Assim, ao continuar sua jornada, ele foi empurrado e puxado pela gratidão e pelo desejo. Eventualmente, ele disse a si mesmo que, como um homem rico, poderia fazer muito bem ao mundo para compensar a quebra de sua promessa. Resolvido, ele foi até o rei e se ofereceu para levá-lo ao cervo.
O rei ficou encantado e reuniu um grande corpo de soldados e partiu para encontrar o cervo. O homem resgatado guiou a comitiva por rios e florestas, e eles finalmente chegaram onde o cervo desavisado estava pastando.
'Aqui está ele, majestade', disse o homem. Mas quando ele levantou o braço para apontar, sua mão caiu de seu braço como se tivesse sido cortada por uma espada.
Mas o rei tinha visto o cervo, que brilhava ao sol como um tesouro de joias.

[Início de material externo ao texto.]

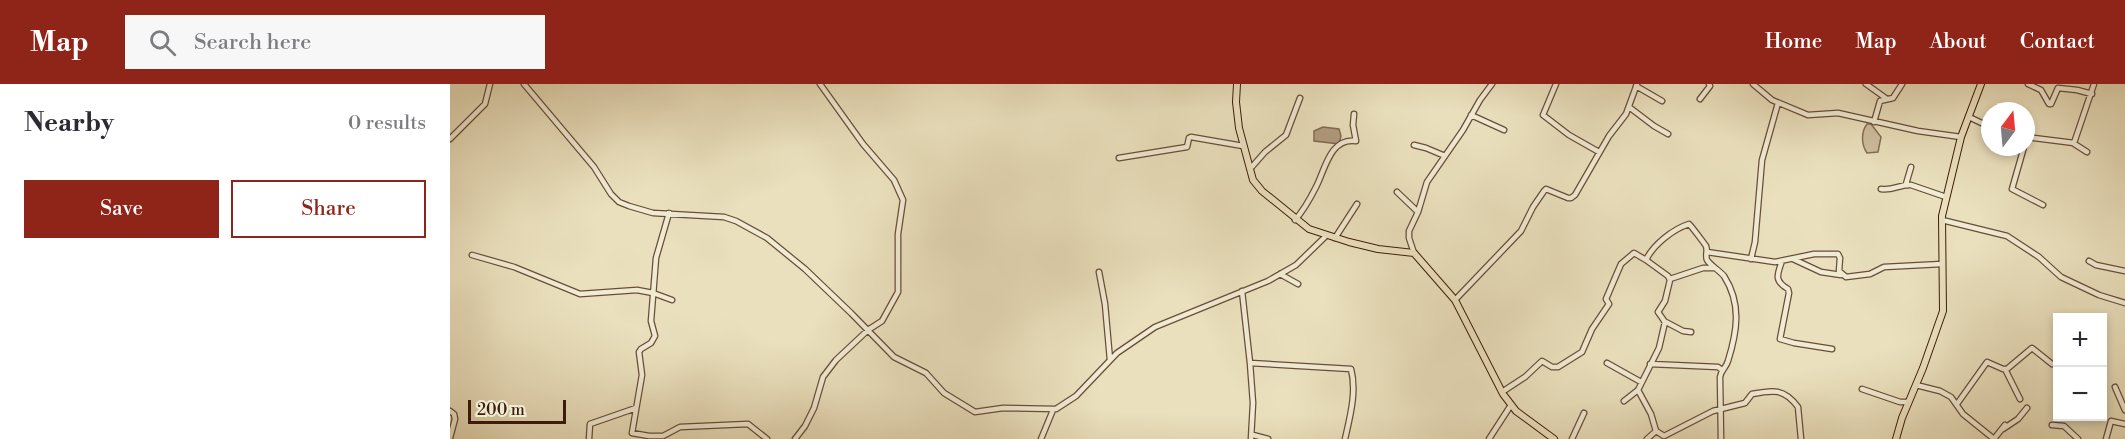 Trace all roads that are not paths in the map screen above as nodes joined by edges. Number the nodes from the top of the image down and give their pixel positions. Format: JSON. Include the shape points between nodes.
{"nodes":[{"id":1,"x":490,"y":84,"type":"edge"},
{"id":2,"x":524,"y":84,"type":"edge"},
{"id":3,"x":820,"y":84,"type":"edge"},
{"id":4,"x":1237,"y":84,"type":"edge"},
{"id":5,"x":1492,"y":84,"type":"edge"},
{"id":6,"x":1556,"y":84,"type":"edge"},
{"id":7,"x":1709,"y":84,"type":"edge"},
{"id":8,"x":1753,"y":84,"type":"edge"},
{"id":9,"x":1866,"y":84,"type":"edge"},
{"id":10,"x":1902,"y":84,"type":"edge"},
{"id":11,"x":1981,"y":84,"type":"edge"},
{"id":12,"x":2028,"y":84,"type":"edge"},
{"id":13,"x":2094,"y":84,"type":"edge"},
{"id":14,"x":1637,"y":85,"type":"edge"},
{"id":15,"x":2092,"y":94,"type":"junction"},
{"id":16,"x":1300,"y":98,"type":"dead end"},
{"id":17,"x":1700,"y":99,"type":"dead end"},
{"id":18,"x":1887,"y":99,"type":"junction"},
{"id":19,"x":1662,"y":101,"type":"dead end"},
{"id":20,"x":1778,"y":103,"type":"junction"},
{"id":21,"x":1629,"y":107,"type":"junction"},
{"id":22,"x":1354,"y":114,"type":"dead end"},
{"id":23,"x":1471,"y":115,"type":"junction"},
{"id":24,"x":1969,"y":117,"type":"junction"},
{"id":25,"x":1874,"y":122,"type":"junction"},
{"id":26,"x":1981,"y":123,"type":"edge"},
{"id":27,"x":1504,"y":130,"type":"dead end"},
{"id":28,"x":1668,"y":134,"type":"dead end"},
{"id":29,"x":1961,"y":138,"type":"junction"},
{"id":30,"x":450,"y":139,"type":"edge"},
{"id":31,"x":2035,"y":139,"type":"edge"},
{"id":32,"x":2073,"y":143,"type":"junction"},
{"id":33,"x":1414,"y":145,"type":"dead end"},
{"id":34,"x":1243,"y":146,"type":"junction"},
{"id":35,"x":1599,"y":152,"type":"junction"},
{"id":36,"x":2087,"y":152,"type":"dead end"},
{"id":37,"x":1445,"y":156,"type":"junction"},
{"id":38,"x":2021,"y":156,"type":"edge"},
{"id":39,"x":1119,"y":158,"type":"dead end"},
{"id":40,"x":1911,"y":167,"type":"dead end"},
{"id":41,"x":1251,"y":169,"type":"junction"},
{"id":42,"x":1906,"y":184,"type":"junction"},
{"id":43,"x":1881,"y":189,"type":"dead end"},
{"id":44,"x":1397,"y":192,"type":"dead end"},
{"id":45,"x":1946,"y":197,"type":"junction"},
{"id":46,"x":1357,"y":204,"type":"dead end"},
{"id":47,"x":2043,"y":205,"type":"dead end"},
{"id":48,"x":1418,"y":212,"type":"junction"},
{"id":49,"x":669,"y":213,"type":"junction"},
{"id":50,"x":1295,"y":219,"type":"junction"},
{"id":51,"x":1942,"y":220,"type":"junction"},
{"id":52,"x":1327,"y":235,"type":"junction"},
{"id":53,"x":1335,"y":238,"type":"junction"},
{"id":54,"x":1414,"y":252,"type":"junction"},
{"id":55,"x":1707,"y":252,"type":"junction"},
{"id":56,"x":472,"y":255,"type":"dead end"},
{"id":57,"x":1751,"y":259,"type":"junction"},
{"id":58,"x":1793,"y":259,"type":"junction"},
{"id":59,"x":1646,"y":260,"type":"junction"},
{"id":60,"x":1782,"y":261,"type":"junction"},
{"id":61,"x":2089,"y":261,"type":"dead end"},
{"id":62,"x":1942,"y":264,"type":"junction"},
{"id":63,"x":1715,"y":268,"type":"junction"},
{"id":64,"x":2125,"y":270,"type":"edge"},
{"id":65,"x":1099,"y":272,"type":"dead end"},
{"id":66,"x":1280,"y":274,"type":"junction"},
{"id":67,"x":1841,"y":275,"type":"junction"},
{"id":68,"x":1670,"y":279,"type":"junction"},
{"id":69,"x":1298,"y":284,"type":"dead end"},
{"id":70,"x":1242,"y":291,"type":"junction"},
{"id":71,"x":653,"y":292,"type":"junction"},
{"id":72,"x":672,"y":300,"type":"dead end"},
{"id":73,"x":1455,"y":300,"type":"junction"},
{"id":74,"x":2125,"y":303,"type":"edge"},
{"id":75,"x":1665,"y":321,"type":"junction"},
{"id":76,"x":868,"y":330,"type":"junction"},
{"id":77,"x":1690,"y":332,"type":"dead end"},
{"id":78,"x":1832,"y":349,"type":"dead end"},
{"id":79,"x":1110,"y":360,"type":"junction"},
{"id":80,"x":1250,"y":363,"type":"junction"},
{"id":81,"x":1607,"y":363,"type":"dead end"},
{"id":82,"x":1650,"y":364,"type":"junction"},
{"id":83,"x":2052,"y":364,"type":"dead end"},
{"id":84,"x":2005,"y":369,"type":"junction"},
{"id":85,"x":1722,"y":370,"type":"junction"},
{"id":86,"x":1641,"y":382,"type":"junction"},
{"id":87,"x":1916,"y":385,"type":"junction"},
{"id":88,"x":2115,"y":387,"type":"dead end"},
{"id":89,"x":1862,"y":389,"type":"dead end"},
{"id":90,"x":1638,"y":390,"type":"junction"},
{"id":91,"x":1502,"y":392,"type":"junction"},
{"id":92,"x":2020,"y":399,"type":"dead end"},
{"id":93,"x":1624,"y":401,"type":"dead end"},
{"id":94,"x":1908,"y":402,"type":"junction"},
{"id":95,"x":1957,"y":404,"type":"junction"},
{"id":96,"x":1511,"y":405,"type":"junction"},
{"id":97,"x":636,"y":408,"type":"junction"},
{"id":98,"x":1721,"y":408,"type":"junction"},
{"id":99,"x":2027,"y":408,"type":"dead end"},
{"id":100,"x":1053,"y":410,"type":"junction"},
{"id":101,"x":2125,"y":410,"type":"edge"},
{"id":102,"x":450,"y":411,"type":"edge"},
{"id":103,"x":1584,"y":413,"type":"dead end"},
{"id":104,"x":2125,"y":424,"type":"edge"},
{"id":105,"x":2052,"y":425,"type":"dead end"},
{"id":106,"x":1656,"y":431,"type":"junction"},
{"id":107,"x":1252,"y":437,"type":"edge"},
{"id":108,"x":450,"y":438,"type":"edge"},
{"id":109,"x":589,"y":439,"type":"edge"},
{"id":110,"x":767,"y":439,"type":"edge"},
{"id":111,"x":795,"y":439,"type":"edge"},
{"id":112,"x":1041,"y":439,"type":"edge"},
{"id":113,"x":1268,"y":439,"type":"edge"},
{"id":114,"x":1344,"y":439,"type":"edge"},
{"id":115,"x":1490,"y":439,"type":"edge"},
{"id":116,"x":1554,"y":439,"type":"edge"},
{"id":117,"x":1572,"y":439,"type":"edge"},
{"id":118,"x":1647,"y":439,"type":"edge"},
{"id":119,"x":1721,"y":439,"type":"edge"},
{"id":120,"x":1801,"y":439,"type":"edge"},
{"id":121,"x":1896,"y":439,"type":"edge"},
{"id":122,"x":1994,"y":439,"type":"edge"},
{"id":123,"x":2078,"y":439,"type":"edge"},
{"id":124,"x":2106,"y":439,"type":"edge"}],
"edges":[{"from":1,"to":30,"type":"street","via":[[485,104]]},
{"from":2,"to":49,"type":"street","via":[[619,202],[653,213]]},
{"from":3,"to":76,"type":"street","via":[[894,180],[903,201],[898,234],[898,292],[882,321]]},
{"from":4,"to":34,"type":"main road"},
{"from":5,"to":23,"type":"street"},
{"from":6,"to":35,"type":"street","via":[[1543,115]]},
{"from":7,"to":17,"type":"street"},
{"from":8,"to":20,"type":"street"},
{"from":9,"to":18,"type":"street"},
{"from":10,"to":18,"type":"street","via":[[1893,98]]},
{"from":11,"to":24,"type":"main road"},
{"from":12,"to":15,"type":"street","via":[[2041,90],[2049,104],[2058,88]]},
{"from":13,"to":15,"type":"street"},
{"from":14,"to":19,"type":"street"},
{"from":14,"to":21,"type":"street"},
{"from":15,"to":32,"type":"street"},
{"from":16,"to":41,"type":"street","via":[[1286,135]]},
{"from":18,"to":25,"type":"street","via":[[1880,101]]},
{"from":20,"to":25,"type":"street","via":[[1808,115],[1831,112]]},
{"from":20,"to":57,"type":"street","via":[[1762,160]]},
{"from":21,"to":28,"type":"street"},
{"from":21,"to":35,"type":"street"},
{"from":22,"to":50,"type":"street","via":[[1356,141],[1345,141],[1333,150],[1317,186]]},
{"from":23,"to":27,"type":"street"},
{"from":23,"to":37,"type":"street"},
{"from":24,"to":26,"type":"street"},
{"from":24,"to":29,"type":"main road"},
{"from":25,"to":29,"type":"street"},
{"from":29,"to":45,"type":"main road"},
{"from":31,"to":32,"type":"street"},
{"from":32,"to":36,"type":"street"},
{"from":33,"to":37,"type":"street"},
{"from":34,"to":39,"type":"street","via":[[1189,138],[1187,147]]},
{"from":34,"to":41,"type":"main road"},
{"from":35,"to":73,"type":"street","via":[[1575,195],[1568,198],[1546,189],[1521,231]]},
{"from":37,"to":48,"type":"street","via":[[1427,182]]},
{"from":38,"to":47,"type":"street","via":[[2012,189]]},
{"from":40,"to":42,"type":"street"},
{"from":41,"to":50,"type":"main road","via":[[1253,180],[1262,191]]},
{"from":42,"to":43,"type":"street"},
{"from":42,"to":45,"type":"street"},
{"from":44,"to":48,"type":"street"},
{"from":45,"to":51,"type":"main road"},
{"from":46,"to":53,"type":"street"},
{"from":48,"to":54,"type":"street","via":[[1409,231]]},
{"from":49,"to":71,"type":"street","via":[[656,258]]},
{"from":49,"to":76,"type":"street","via":[[736,220],[767,238]]},
{"from":50,"to":52,"type":"main road"},
{"from":51,"to":62,"type":"main road"},
{"from":51,"to":74,"type":"street","via":[[2007,236],[2061,277]]},
{"from":52,"to":53,"type":"main road"},
{"from":52,"to":66,"type":"street","via":[[1296,265]]},
{"from":53,"to":54,"type":"main road","via":[[1378,249]]},
{"from":54,"to":73,"type":"main road"},
{"from":55,"to":57,"type":"street"},
{"from":55,"to":59,"type":"street","via":[[1688,224],[1656,246]]},
{"from":55,"to":63,"type":"street"},
{"from":56,"to":71,"type":"street","via":[[580,294]]},
{"from":57,"to":60,"type":"street"},
{"from":58,"to":60,"type":"street"},
{"from":58,"to":67,"type":"street","via":[[1821,272]]},
{"from":58,"to":67,"type":"street","via":[[1838,254]]},
{"from":59,"to":68,"type":"street"},
{"from":59,"to":91,"type":"street","via":[[1634,254],[1624,260],[1606,298],[1609,304],[1582,352],[1558,367],[1537,363],[1525,377]]},
{"from":60,"to":78,"type":"street","via":[[1778,280],[1789,293],[1780,339]]},
{"from":61,"to":64,"type":"street"},
{"from":62,"to":67,"type":"street","via":[[1884,267],[1866,275]]},
{"from":62,"to":87,"type":"main road","via":[[1943,311]]},
{"from":63,"to":68,"type":"street","via":[[1701,268]]},
{"from":63,"to":85,"type":"street","via":[[1732,294],[1737,317],[1727,364]]},
{"from":65,"to":79,"type":"street"},
{"from":66,"to":69,"type":"street"},
{"from":66,"to":70,"type":"street"},
{"from":68,"to":75,"type":"street","via":[[1658,312]]},
{"from":70,"to":79,"type":"street","via":[[1155,327]]},
{"from":70,"to":80,"type":"street"},
{"from":71,"to":72,"type":"street"},
{"from":71,"to":97,"type":"street","via":[[651,321],[655,336],[639,352],[642,375]]},
{"from":73,"to":91,"type":"main road"},
{"from":75,"to":77,"type":"street"},
{"from":75,"to":82,"type":"street","via":[[1659,348]]},
{"from":76,"to":100,"type":"street","via":[[894,357],[926,373],[944,393],[975,412],[1003,408]]},
{"from":76,"to":111,"type":"street","via":[[823,377],[814,408]]},
{"from":79,"to":100,"type":"street","via":[[1076,396]]},
{"from":80,"to":107,"type":"street"},
{"from":80,"to":114,"type":"street","via":[[1351,369],[1351,411]]},
{"from":81,"to":86,"type":"street"},
{"from":82,"to":85,"type":"street"},
{"from":82,"to":86,"type":"street"},
{"from":83,"to":84,"type":"street","via":[[2032,348]]},
{"from":84,"to":92,"type":"street"},
{"from":84,"to":95,"type":"street","via":[[1987,362]]},
{"from":85,"to":98,"type":"street"},
{"from":86,"to":90,"type":"street"},
{"from":87,"to":94,"type":"main road"},
{"from":87,"to":95,"type":"street","via":[[1945,394]]},
{"from":88,"to":101,"type":"street"},
{"from":89,"to":94,"type":"street"},
{"from":90,"to":93,"type":"street"},
{"from":90,"to":106,"type":"street"},
{"from":91,"to":96,"type":"main road"},
{"from":94,"to":121,"type":"main road"},
{"from":95,"to":122,"type":"street","via":[[1963,414]]},
{"from":96,"to":115,"type":"street"},
{"from":96,"to":116,"type":"main road"},
{"from":97,"to":109,"type":"street","via":[[590,424]]},
{"from":97,"to":110,"type":"street","via":[[632,433],[636,435],[663,436],[680,427],[748,424]]},
{"from":98,"to":106,"type":"street","via":[[1664,436]]},
{"from":98,"to":119,"type":"street"},
{"from":98,"to":120,"type":"street","via":[[1745,403],[1752,394],[1783,392],[1798,406]]},
{"from":99,"to":122,"type":"street"},
{"from":100,"to":112,"type":"street"},
{"from":102,"to":108,"type":"street","via":[[455,419]]},
{"from":103,"to":117,"type":"street"},
{"from":104,"to":124,"type":"street","via":[[2111,421]]},
{"from":105,"to":123,"type":"street","via":[[2064,426]]},
{"from":106,"to":118,"type":"street"},
{"from":107,"to":113,"type":"street"}]}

E o rei foi dominado pelo desejo de obter esta bela criatura, e ele encaixou uma flecha em seu arco.
O Bodhisattva percebeu que estava cercado por caçadores. Em vez de tentar correr, ele se aproximou do rei e se dirigiu a ele com uma voz humana:
'Pare, poderoso príncipe! E, por favor, explique como você me encontrou aqui?
O rei, atônito, largou o arco e apontou com sua flecha para o homem resgatado. E o cervo disse, asperamente, 'Realmente, é melhor tirar uma tora de uma enchente do que salvar dela uma pessoa ingrata.'
'Você fala palavras de censura', disse o rei. 'O que você quer dizer?'
'Eu não falo com o desejo de culpar, Sua Majestade', disse o cervo. 'Falei duramente com um malfeitor para impedi-lo de cometer erros novamente, assim como um médico pode aplicar um remédio severo para curar seu próprio filho. Falo asperamente porque salvei este homem do perigo e agora ele traz perigo para mim.'
O rei voltou-se para o homem resgatado. 'Isso é verdade?' ele perguntou. E o homem, agora cheio de remorso, olhou para o chão e sussurrou: 'sim'.
Agora o rei ficou com raiva e mais uma vez ele encaixou a flecha em seu arco. 'Por que este mais baixo dos homens deveria viver mais?' ele rugiu.
Mas o Bodhisattva colocou-se entre o Rei e o homem resgatado. 'Pare, Majestade', disse ele. 'Não bata em alguém que já está ferido.'
A compaixão do cervo comoveu e humilhou o rei. 'Bem dito, ser sagrado. Se você o perdoar, eu também o perdoarei. E o rei prometeu dar ao homem a rica recompensa que lhe havia sido prometida.
Então o cervo dourado foi trazido para a capital. O rei convidou o cervo a subir no trono e pregar o dharma, assim como a rainha havia visto em seu sonho.
'Acredito que todas as leis morais podem ser resumidas desta forma: Compaixão para com todas as criaturas', disse o cervo.
'A prática da compaixão por todas as criaturas deve fazer com que os humanos considerem todas as criaturas como suas próprias famílias. Se uma pessoa considera todas as criaturas como sua própria família, como pode sequer pensar em prejudicá-las?
'Por esta razão, os sábios sabem que toda a retidão está contida na compaixão. Grande rei, tenha isso em mente e pratique compaixão com seu povo como se fossem seus filhos e filhas, e seu reinado será glorificado.'
Então o rei elogiou as palavras do cervo dourado, e ele e seu povo adotaram a prática da compaixão por todas as criaturas de todo o coração. O cervo dourado desapareceu na floresta, mas pássaros e animais desfrutam de segurança e paz naquele reino até hoje.